|
1.トキソプラズマ(Tp)DNAポリメラーゼ(DNApol)δのcDNAのクローニング:TpDNApolδcDNAのクローニングを試みた。これまでにクローニングされた各種生物のDNApolδ遺伝子の解析から、その遺伝子中に保存領域の存在が明らかになっている。そこでまず、保存領域RIIからRIに相当する領域のプライマーを合成し、これを用いてRT-PCRを行い、cDNA断片(458bp)を得た。これをシークエンスした結果、DNApolδ遺伝子の一部であることを確認した。これをプローブとしてlambda gt10を用いて作成したTpcDNAライブラリーをスクリーニングしたところ2つの陽性クローンが得られた。これらのinsertDNAを調製し、pBluescriptSKにサブクローニングした。シークエンスを行うためExoIII、Mung bean nucleaseを用いてdeletion mutantを作成した。

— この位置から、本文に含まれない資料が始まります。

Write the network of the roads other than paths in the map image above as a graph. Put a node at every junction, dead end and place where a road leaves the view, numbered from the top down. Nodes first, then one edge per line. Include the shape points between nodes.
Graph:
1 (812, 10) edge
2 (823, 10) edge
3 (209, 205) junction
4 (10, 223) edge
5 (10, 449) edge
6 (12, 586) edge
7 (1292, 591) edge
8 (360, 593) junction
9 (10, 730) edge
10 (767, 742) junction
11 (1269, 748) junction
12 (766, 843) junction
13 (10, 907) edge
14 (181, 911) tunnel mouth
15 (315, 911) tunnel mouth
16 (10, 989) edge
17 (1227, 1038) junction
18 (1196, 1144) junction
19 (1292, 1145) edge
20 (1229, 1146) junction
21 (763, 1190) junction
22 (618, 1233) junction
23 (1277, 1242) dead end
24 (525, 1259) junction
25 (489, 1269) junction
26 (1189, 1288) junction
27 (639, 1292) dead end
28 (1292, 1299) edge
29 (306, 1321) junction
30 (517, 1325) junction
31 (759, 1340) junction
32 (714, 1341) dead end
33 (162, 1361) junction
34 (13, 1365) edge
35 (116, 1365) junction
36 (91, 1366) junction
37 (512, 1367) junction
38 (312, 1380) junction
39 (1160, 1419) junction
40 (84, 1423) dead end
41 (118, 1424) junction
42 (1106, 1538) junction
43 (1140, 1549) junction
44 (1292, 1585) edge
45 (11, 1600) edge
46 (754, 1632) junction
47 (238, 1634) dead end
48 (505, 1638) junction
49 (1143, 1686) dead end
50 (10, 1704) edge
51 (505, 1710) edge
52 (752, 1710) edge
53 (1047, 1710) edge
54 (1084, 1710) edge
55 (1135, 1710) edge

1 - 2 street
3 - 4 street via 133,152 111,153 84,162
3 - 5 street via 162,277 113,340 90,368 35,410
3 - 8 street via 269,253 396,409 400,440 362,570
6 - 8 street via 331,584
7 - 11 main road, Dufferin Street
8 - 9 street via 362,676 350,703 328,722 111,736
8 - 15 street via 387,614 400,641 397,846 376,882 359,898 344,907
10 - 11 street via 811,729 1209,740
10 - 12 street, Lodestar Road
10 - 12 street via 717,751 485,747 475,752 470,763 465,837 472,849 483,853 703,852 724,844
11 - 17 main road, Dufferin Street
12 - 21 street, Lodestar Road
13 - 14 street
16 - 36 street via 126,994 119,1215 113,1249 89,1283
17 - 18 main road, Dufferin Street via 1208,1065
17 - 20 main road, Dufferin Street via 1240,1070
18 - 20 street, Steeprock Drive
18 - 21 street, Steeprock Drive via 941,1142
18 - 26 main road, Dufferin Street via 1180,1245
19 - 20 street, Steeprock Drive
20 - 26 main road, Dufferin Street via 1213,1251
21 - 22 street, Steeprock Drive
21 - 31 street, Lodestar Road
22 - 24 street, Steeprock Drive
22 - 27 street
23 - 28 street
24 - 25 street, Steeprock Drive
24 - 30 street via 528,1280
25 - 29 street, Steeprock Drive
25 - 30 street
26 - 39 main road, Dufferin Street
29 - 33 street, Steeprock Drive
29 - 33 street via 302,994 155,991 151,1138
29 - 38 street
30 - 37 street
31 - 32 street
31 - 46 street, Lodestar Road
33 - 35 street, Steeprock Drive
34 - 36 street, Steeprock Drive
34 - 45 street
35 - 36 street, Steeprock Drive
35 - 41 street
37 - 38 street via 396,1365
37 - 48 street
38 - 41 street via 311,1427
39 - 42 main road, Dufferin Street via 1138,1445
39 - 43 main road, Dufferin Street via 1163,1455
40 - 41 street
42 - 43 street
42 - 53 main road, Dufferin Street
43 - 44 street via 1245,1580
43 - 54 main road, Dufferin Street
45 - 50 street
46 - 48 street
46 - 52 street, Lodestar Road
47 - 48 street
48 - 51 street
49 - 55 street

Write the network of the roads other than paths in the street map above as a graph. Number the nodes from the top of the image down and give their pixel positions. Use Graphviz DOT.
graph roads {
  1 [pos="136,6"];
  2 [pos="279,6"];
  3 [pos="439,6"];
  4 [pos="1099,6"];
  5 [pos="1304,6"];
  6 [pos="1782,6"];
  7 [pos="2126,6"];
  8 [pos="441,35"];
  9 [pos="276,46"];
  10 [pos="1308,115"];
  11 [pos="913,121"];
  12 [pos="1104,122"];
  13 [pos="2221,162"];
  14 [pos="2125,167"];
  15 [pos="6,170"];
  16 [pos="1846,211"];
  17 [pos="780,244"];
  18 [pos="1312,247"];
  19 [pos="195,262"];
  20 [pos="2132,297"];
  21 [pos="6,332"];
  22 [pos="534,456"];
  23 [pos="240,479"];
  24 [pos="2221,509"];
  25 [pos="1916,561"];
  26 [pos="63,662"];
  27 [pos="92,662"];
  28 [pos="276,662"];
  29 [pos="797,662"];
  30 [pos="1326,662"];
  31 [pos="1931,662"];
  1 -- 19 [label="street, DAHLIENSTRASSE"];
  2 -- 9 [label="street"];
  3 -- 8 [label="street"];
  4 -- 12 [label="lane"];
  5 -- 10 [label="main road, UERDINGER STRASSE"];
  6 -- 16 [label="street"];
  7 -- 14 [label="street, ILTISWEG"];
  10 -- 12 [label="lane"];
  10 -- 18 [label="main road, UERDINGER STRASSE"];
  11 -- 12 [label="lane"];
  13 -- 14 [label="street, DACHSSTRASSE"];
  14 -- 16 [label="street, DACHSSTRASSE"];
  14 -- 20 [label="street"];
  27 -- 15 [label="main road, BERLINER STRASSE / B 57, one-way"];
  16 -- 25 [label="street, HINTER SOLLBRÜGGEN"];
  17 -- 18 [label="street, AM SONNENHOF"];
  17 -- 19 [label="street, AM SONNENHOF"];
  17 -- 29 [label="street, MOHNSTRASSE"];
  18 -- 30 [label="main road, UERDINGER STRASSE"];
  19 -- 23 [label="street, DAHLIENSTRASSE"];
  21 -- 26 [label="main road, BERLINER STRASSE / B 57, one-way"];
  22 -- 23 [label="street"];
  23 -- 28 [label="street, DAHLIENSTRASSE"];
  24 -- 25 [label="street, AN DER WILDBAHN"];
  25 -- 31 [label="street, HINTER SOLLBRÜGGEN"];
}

2.TpDNApolδ断片の大腸菌における発現:抗体の作製のため、DNAライブラリーのスクリーニングに用いた458bpのpolδcDNA断片の大腸菌における発現を試みた。発現ベクターとしてはpGEX-2Tを用い、そのSmaIサイトにframeを合わせて連結後、大腸菌に導入し、glutathioneS-transferase(GST)との融合蛋白質として発現させた。
|